BEGIN

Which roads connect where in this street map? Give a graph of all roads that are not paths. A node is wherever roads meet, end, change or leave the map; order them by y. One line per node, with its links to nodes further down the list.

END
BEGIN

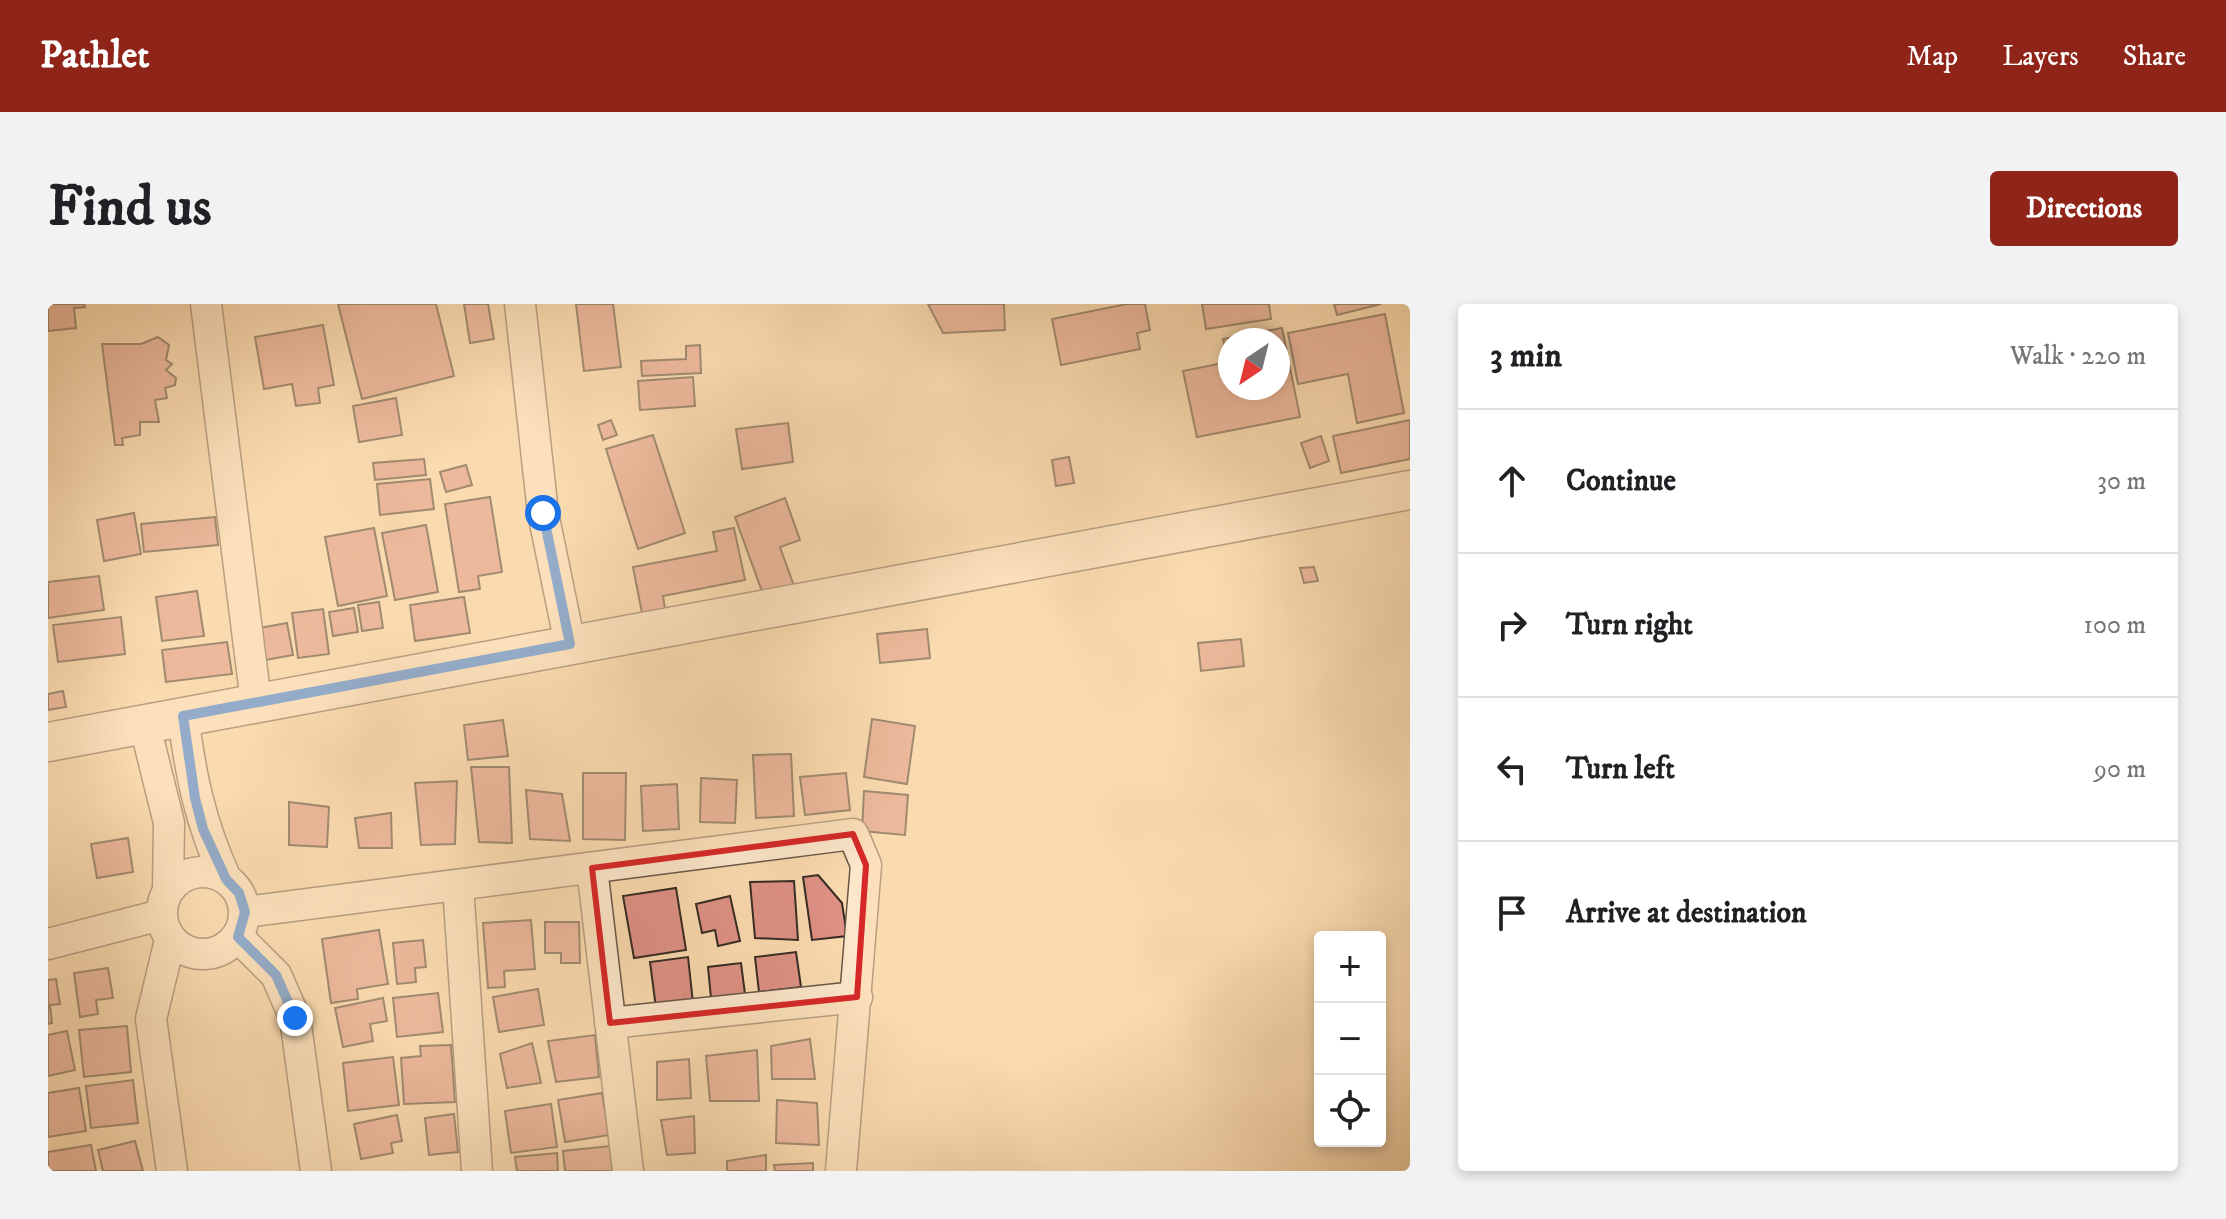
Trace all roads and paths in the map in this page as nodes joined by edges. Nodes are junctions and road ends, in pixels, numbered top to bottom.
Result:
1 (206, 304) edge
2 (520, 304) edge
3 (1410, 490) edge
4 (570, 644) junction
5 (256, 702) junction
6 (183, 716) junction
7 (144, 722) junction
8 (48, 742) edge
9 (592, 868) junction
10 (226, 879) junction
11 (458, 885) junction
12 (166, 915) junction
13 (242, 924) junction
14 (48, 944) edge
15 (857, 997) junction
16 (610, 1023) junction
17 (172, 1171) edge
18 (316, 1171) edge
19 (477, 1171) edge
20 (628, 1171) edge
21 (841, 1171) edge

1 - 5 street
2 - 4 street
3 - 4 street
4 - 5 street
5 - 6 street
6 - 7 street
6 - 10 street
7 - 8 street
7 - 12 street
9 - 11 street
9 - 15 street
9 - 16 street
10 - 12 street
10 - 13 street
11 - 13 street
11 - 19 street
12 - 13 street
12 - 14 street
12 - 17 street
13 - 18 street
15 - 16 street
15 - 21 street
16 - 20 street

END

Check each line of the data above, and please copy the ones in which the string "roads" occurs.

• Answer for this exercise:
Which roads connect where in this street map? Give a graph of all roads that are not paths. A node is wherever roads meet, end, change or leave the map; order them by y. One line per node, with its links to nodes further down the list.
Trace all roads and paths in the map in this page as nodes joined by edges. Nodes are junctions and road ends, in pixels, numbered top to bottom.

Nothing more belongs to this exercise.